天才脳外科医の愛が溢れて――もう、拒めない~独占欲に火がついて、とろとろに愛されました~
「熱が下がってもまだ病人だよ。せめてうちで夕飯食べていくといい」
そんなやり取りをして先生の家で夕飯をご馳走になり、自分の家に帰ろうと先生の部屋を出た。
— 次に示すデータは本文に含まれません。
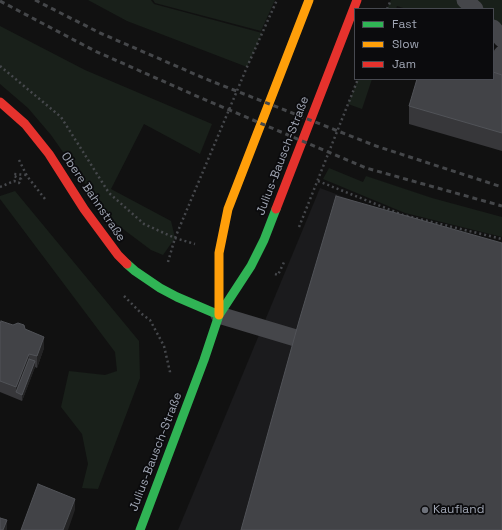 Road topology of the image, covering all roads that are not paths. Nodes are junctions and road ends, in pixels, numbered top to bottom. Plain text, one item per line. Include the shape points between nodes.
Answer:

「どうもお世話になりました。あのこの服も洗って返しますので」
ペコッと頭を下げてお礼を言ったら、よく知った声が聞こえてビクッとした。
「茉莉花、その男は誰だ!」
「お兄ちゃん?どうしてここに?」
驚いて振り返ると、仕事を終えて来たのかスーツ姿の兄がいた。
背は高く、黒髪で精悍な顔つきをしていて、体育会系のイケメン。
私と氷室先生を兄は鬼のような形相で見据えている。
「茉莉花が引っ越し先を教えてくれないから小鳥遊院長に聞いて来たんだよ。で、その男は誰だ?」
お願いだから体調が悪い時に押しかけてくるのは勘弁してほしい。
「勤務先の……!」
額に手を当てながら「先生」と答えようとしたら、氷室先生が私の肩に手を回してニヤリとした。